VASCFLAP | A new reconstructing technique using tissue engineering methods to create an engineered autologous vascularized tissue flap

Summary
"Abdominal wall defects are often the consequence of severe trauma, cancer treatment and burns. These defects involve a significant loss of tissue, and often require surgical reconstruction where tissue is lifted from the patient's donor site and moved to his injured site with an intact blood supply (autologous muscle free flap). The current transfer surgery is complicated and involved with donor-site morbidity after tissue harvesting, and scant availability.
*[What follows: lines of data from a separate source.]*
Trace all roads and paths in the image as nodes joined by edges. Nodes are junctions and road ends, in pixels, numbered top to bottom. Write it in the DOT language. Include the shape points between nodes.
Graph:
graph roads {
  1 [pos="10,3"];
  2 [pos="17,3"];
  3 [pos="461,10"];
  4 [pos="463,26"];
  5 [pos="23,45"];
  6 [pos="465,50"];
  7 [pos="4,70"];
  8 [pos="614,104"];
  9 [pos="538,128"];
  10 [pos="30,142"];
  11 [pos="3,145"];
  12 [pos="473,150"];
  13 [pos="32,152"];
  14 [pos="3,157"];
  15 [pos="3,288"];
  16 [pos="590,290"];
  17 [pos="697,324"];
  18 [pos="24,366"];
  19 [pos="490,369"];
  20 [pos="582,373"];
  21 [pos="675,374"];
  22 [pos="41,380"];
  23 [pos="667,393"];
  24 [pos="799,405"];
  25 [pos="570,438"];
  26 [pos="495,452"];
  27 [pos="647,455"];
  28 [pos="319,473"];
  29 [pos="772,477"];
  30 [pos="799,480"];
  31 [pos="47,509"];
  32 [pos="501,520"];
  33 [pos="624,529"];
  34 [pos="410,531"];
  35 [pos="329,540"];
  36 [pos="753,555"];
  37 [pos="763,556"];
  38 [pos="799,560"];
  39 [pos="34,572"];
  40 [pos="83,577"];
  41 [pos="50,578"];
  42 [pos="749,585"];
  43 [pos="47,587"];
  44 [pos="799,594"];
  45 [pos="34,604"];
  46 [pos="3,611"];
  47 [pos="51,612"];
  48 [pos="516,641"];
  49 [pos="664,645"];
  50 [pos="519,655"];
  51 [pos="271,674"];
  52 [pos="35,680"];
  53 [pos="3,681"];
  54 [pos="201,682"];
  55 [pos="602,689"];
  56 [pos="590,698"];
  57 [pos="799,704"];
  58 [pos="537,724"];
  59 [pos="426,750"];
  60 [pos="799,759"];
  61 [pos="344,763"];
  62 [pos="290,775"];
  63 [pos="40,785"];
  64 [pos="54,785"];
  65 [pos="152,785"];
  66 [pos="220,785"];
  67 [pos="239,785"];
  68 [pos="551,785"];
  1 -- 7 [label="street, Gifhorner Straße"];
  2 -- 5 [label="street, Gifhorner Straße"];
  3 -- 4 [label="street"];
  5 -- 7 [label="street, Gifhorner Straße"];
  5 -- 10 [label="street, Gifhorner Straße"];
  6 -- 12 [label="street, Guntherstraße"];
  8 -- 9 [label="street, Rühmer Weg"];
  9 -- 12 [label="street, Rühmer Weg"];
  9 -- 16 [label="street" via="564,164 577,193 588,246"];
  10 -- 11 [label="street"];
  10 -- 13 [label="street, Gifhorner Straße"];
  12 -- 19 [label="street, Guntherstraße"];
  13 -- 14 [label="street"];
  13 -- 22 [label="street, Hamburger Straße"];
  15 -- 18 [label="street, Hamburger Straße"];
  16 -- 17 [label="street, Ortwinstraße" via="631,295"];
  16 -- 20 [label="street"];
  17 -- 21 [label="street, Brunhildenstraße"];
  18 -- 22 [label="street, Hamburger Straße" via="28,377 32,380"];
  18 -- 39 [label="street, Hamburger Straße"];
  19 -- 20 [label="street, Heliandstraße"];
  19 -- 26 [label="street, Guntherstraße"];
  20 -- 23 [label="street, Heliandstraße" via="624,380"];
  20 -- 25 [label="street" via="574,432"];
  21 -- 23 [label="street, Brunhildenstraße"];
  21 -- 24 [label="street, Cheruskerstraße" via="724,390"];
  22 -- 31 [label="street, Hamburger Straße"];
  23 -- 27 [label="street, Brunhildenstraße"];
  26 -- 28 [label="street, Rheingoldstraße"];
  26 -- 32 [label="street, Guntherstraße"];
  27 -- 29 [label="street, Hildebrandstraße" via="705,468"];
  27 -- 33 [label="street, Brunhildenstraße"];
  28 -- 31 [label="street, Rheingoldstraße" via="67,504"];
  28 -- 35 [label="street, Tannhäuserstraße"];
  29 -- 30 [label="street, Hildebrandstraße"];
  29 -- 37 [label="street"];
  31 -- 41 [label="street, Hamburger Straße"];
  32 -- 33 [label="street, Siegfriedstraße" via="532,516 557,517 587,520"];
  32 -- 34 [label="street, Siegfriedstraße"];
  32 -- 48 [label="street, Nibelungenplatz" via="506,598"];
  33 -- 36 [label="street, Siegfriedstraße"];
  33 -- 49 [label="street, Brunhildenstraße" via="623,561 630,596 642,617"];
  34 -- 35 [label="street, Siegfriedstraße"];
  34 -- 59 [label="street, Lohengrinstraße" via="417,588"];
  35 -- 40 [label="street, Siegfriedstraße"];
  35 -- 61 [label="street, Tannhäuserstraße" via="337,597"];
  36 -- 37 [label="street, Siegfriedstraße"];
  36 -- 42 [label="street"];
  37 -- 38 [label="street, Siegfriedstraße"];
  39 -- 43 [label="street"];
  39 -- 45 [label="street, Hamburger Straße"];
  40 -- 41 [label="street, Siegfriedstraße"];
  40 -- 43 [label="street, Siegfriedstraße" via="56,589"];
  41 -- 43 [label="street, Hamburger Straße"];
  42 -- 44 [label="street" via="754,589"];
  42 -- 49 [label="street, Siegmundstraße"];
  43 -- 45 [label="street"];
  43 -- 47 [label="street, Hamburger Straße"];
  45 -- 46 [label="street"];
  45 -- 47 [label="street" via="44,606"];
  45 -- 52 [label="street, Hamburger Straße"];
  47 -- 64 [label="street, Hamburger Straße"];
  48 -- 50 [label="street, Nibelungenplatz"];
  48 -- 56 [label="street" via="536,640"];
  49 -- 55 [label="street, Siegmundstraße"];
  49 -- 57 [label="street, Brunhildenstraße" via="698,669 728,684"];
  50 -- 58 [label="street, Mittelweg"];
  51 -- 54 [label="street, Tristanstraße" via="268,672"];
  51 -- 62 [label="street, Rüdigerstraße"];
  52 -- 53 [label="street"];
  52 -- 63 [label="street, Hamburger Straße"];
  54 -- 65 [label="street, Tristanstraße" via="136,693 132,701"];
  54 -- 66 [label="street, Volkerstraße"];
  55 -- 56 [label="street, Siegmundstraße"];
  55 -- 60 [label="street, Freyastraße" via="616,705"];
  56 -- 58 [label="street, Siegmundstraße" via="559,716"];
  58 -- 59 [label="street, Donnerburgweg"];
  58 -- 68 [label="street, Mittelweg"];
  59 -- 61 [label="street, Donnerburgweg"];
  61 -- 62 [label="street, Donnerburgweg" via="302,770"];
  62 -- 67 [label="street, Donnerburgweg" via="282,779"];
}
We propose a robust engineered transplant performed by a novel reconstruction technique to overcome these disadvantages. The proposed transplant uses an alternative biomaterial implantation, offering the possibility to repair a full-thickness defect of the abdominal wall without the need to transfer tissue (skin+subcutis+fascia+muscle) from another site and minimal postoperative scarification (skin only). We name this technique ""an Engineered Autologous Vascularized Axial Flap"". The key idea of this approach is the use of a polymeric scaffold upon which human cells will be seeded. The engineered tissue cultured in vitro will contain also a network of blood vessels. Then, this engineered construct will be implanted around large blood vessels adjacent to the injured site. Once highly vascularized, it will be possible to transfer the implanted engineered vascularized construct as a flap for covering the defects. Once developed, this autologous cost-effective engineered tissue product may be used in reconstructive surgery of the abdominal wall and breast (thousands of cases in the EU alone) which improves the patients’ quality of life and reduces surgical costs and risks. Here we describe a plan to develop this product by identifying the most cost-effective niche where we can go to market in. We plan to complete a set of feasibility studies in large animal model using human cells (which could later be isolated from the patient = autologous cells) and proceed establishing our portfolio of intellectual property."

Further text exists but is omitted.